Given records:
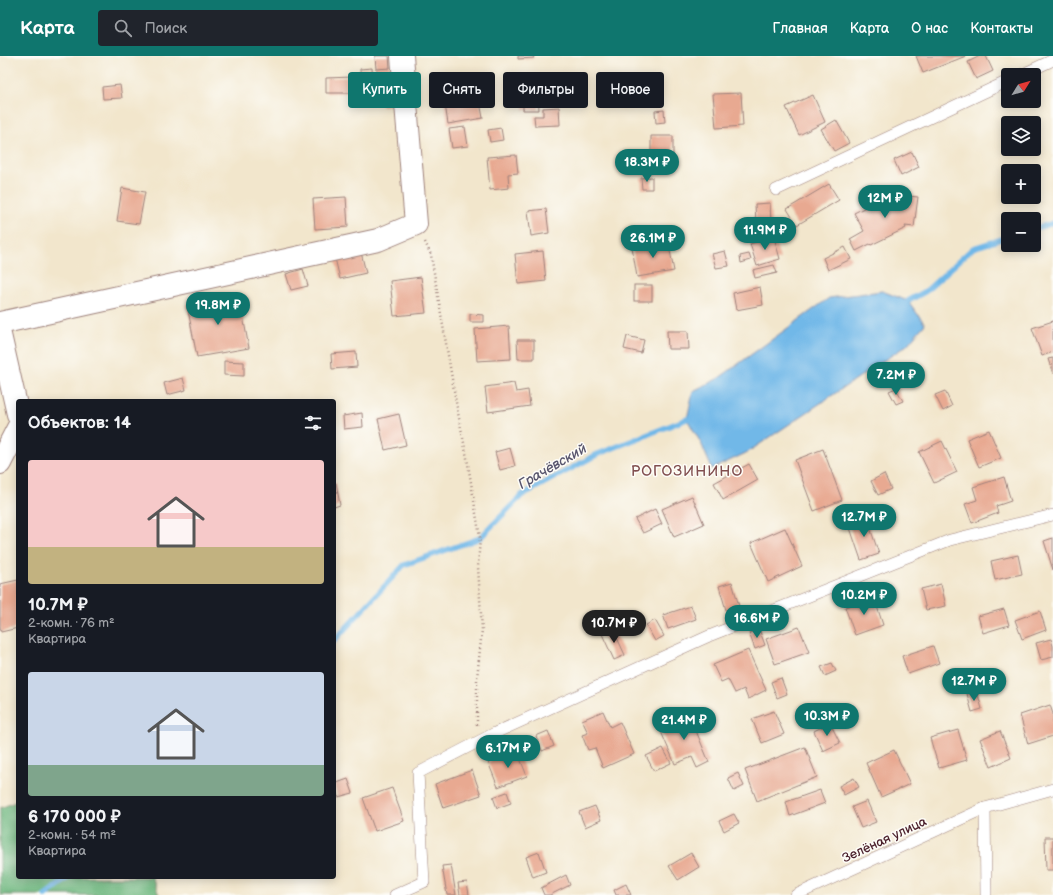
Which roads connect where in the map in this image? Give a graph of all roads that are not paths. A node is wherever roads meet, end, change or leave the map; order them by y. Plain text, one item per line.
1 (402, 56) edge
2 (1053, 60) edge
3 (1036, 68) edge
4 (1001, 84) edge
5 (776, 190) dead end
6 (0, 323) edge
7 (0, 335) edge
8 (16, 405) edge
9 (16, 432) edge
10 (0, 463) edge
11 (1053, 515) edge
12 (1053, 789) edge
13 (985, 808) junction
14 (395, 895) edge
15 (796, 895) edge
16 (986, 895) edge

1 - 6 street
2 - 3 lane
4 - 5 lane
7 - 8 street
9 - 10 street
11 - 14 lane
12 - 13 lane, Зелёная улица
13 - 15 lane, Зелёная улица
13 - 16 lane

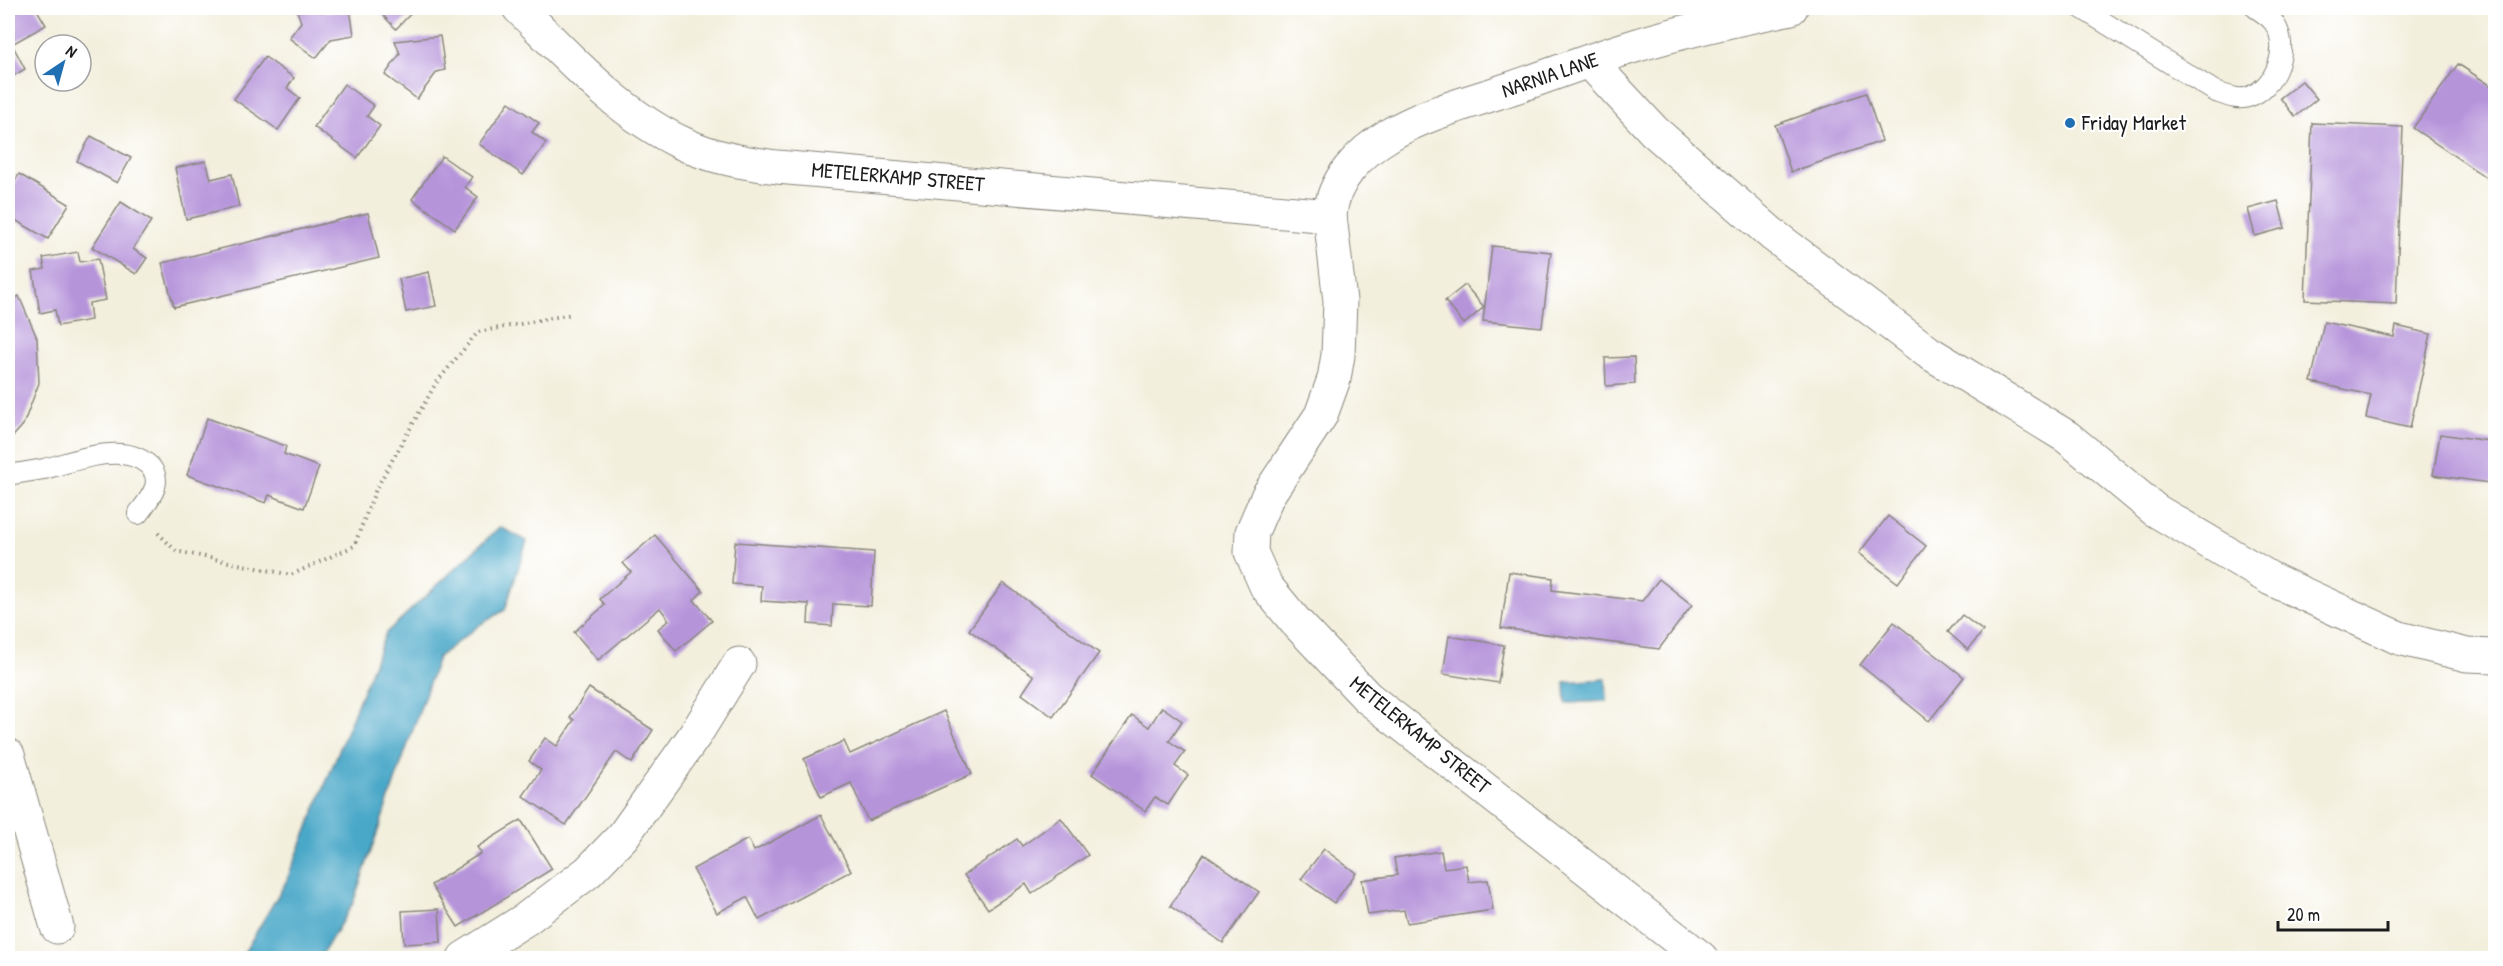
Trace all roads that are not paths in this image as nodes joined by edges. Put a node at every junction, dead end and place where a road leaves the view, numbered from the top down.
1 (519, 8) edge
2 (1791, 8) edge
3 (2081, 8) edge
4 (2256, 8) edge
5 (1590, 62) junction
6 (1332, 203) junction
7 (8, 475) edge
8 (138, 514) road end
9 (2496, 656) edge
10 (739, 664) dead end
11 (8, 755) edge
12 (57, 927) dead end
13 (464, 958) edge
14 (1701, 958) edge

1 - 6 street, METELERKAMP STREET
2 - 5 street, NARNIA LANE
3 - 4 lane
5 - 6 street, NARNIA LANE
5 - 9 street
6 - 14 street, METELERKAMP STREET
7 - 8 lane
10 - 13 street
11 - 12 street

Work instructions: For this step, transcribe all the material above exactly and drop the images.

Answer for the task:
Which roads connect where in the map in this image? Give a graph of all roads that are not paths. A node is wherever roads meet, end, change or leave the map; order them by y. Plain text, one item per line.
1 (402, 56) edge
2 (1053, 60) edge
3 (1036, 68) edge
4 (1001, 84) edge
5 (776, 190) dead end
6 (0, 323) edge
7 (0, 335) edge
8 (16, 405) edge
9 (16, 432) edge
10 (0, 463) edge
11 (1053, 515) edge
12 (1053, 789) edge
13 (985, 808) junction
14 (395, 895) edge
15 (796, 895) edge
16 (986, 895) edge

1 - 6 street
2 - 3 lane
4 - 5 lane
7 - 8 street
9 - 10 street
11 - 14 lane
12 - 13 lane, Зелёная улица
13 - 15 lane, Зелёная улица
13 - 16 lane

Trace all roads that are not paths in this image as nodes joined by edges. Put a node at every junction, dead end and place where a road leaves the view, numbered from the top down.
1 (519, 8) edge
2 (1791, 8) edge
3 (2081, 8) edge
4 (2256, 8) edge
5 (1590, 62) junction
6 (1332, 203) junction
7 (8, 475) edge
8 (138, 514) road end
9 (2496, 656) edge
10 (739, 664) dead end
11 (8, 755) edge
12 (57, 927) dead end
13 (464, 958) edge
14 (1701, 958) edge

1 - 6 street, METELERKAMP STREET
2 - 5 street, NARNIA LANE
3 - 4 lane
5 - 6 street, NARNIA LANE
5 - 9 street
6 - 14 street, METELERKAMP STREET
7 - 8 lane
10 - 13 street
11 - 12 street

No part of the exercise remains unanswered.